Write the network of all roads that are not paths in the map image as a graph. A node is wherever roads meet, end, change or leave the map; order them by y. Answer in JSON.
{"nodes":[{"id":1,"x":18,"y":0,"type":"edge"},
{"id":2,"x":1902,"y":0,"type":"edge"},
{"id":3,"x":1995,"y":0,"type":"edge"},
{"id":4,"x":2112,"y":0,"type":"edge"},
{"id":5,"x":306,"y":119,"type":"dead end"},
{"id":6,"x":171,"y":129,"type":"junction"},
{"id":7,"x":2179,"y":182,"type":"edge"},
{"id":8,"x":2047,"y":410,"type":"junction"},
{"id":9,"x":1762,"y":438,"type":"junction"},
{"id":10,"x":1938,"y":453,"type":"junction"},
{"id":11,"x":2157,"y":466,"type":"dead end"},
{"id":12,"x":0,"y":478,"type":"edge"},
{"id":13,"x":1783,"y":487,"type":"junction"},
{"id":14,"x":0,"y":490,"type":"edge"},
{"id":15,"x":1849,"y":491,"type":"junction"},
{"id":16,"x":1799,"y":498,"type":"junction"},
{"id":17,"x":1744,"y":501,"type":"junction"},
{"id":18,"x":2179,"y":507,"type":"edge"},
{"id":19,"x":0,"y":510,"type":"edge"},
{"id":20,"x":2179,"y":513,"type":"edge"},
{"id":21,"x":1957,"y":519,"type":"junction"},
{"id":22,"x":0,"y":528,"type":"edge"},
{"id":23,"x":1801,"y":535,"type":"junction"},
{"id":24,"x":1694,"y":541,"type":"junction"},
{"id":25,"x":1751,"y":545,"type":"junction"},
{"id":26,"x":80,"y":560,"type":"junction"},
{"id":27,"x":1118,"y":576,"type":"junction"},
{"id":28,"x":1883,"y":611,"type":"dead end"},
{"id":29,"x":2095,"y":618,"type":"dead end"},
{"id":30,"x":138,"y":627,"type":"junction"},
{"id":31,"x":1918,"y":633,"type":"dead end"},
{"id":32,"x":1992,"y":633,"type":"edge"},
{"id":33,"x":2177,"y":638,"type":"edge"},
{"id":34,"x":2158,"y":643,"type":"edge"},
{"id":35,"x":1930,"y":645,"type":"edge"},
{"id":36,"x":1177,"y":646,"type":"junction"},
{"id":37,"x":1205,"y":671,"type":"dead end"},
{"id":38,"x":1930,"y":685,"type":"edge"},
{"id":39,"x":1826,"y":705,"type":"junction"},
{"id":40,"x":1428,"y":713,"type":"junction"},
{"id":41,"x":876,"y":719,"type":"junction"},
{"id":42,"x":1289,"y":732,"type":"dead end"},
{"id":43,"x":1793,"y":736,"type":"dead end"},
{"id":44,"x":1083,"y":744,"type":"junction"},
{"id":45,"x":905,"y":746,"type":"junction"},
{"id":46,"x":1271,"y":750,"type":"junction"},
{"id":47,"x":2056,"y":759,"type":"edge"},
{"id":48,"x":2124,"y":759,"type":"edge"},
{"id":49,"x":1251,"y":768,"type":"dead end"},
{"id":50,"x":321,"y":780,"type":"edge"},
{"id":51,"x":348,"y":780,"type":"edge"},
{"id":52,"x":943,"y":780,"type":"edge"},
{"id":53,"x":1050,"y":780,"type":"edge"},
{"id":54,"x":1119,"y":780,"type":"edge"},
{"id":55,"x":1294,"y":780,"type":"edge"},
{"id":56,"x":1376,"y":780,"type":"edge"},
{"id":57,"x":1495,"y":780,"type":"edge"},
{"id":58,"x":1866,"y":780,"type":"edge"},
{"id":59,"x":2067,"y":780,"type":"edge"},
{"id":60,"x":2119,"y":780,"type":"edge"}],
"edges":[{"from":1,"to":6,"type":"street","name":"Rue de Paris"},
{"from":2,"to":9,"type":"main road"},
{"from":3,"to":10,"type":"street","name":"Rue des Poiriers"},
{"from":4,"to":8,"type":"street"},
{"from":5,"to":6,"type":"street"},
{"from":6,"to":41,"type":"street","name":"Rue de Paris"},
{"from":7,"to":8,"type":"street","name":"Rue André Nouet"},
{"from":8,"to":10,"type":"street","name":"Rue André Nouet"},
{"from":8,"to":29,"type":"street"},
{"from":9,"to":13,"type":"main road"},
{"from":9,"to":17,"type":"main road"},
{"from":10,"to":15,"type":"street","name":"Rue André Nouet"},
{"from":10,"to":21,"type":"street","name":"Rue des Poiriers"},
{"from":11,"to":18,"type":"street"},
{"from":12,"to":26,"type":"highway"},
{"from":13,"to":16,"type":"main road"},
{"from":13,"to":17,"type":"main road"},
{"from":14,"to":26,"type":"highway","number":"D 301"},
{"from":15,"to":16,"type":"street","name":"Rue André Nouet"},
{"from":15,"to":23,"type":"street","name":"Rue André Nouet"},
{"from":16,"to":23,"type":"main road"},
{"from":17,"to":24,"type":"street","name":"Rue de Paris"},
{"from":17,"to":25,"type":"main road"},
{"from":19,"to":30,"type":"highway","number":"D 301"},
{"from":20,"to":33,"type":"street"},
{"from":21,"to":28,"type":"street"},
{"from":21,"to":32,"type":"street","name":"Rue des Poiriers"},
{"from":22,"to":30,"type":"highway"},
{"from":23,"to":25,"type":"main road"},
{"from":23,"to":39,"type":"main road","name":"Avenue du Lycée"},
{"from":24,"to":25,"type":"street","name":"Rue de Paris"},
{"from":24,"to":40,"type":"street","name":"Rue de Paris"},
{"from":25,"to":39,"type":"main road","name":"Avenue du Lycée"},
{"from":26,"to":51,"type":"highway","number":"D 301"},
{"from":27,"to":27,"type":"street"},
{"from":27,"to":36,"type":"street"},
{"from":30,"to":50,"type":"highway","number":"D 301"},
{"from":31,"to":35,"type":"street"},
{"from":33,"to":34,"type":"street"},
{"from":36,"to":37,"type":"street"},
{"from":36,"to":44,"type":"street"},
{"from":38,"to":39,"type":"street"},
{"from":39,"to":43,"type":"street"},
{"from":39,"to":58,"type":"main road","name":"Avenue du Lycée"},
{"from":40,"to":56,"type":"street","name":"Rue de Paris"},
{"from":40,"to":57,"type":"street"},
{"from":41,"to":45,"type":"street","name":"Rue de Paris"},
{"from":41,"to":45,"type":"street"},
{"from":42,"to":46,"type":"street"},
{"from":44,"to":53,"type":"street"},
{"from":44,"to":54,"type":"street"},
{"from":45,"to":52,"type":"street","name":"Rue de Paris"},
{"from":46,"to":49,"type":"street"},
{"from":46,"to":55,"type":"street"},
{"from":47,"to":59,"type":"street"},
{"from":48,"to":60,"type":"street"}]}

▸ Your task: Show all lines in the records above that hold "Lycée".

▸ Answer to the exercise:
{"from":23,"to":39,"type":"main road","name":"Avenue du Lycée"},
{"from":25,"to":39,"type":"main road","name":"Avenue du Lycée"},
{"from":39,"to":58,"type":"main road","name":"Avenue du Lycée"},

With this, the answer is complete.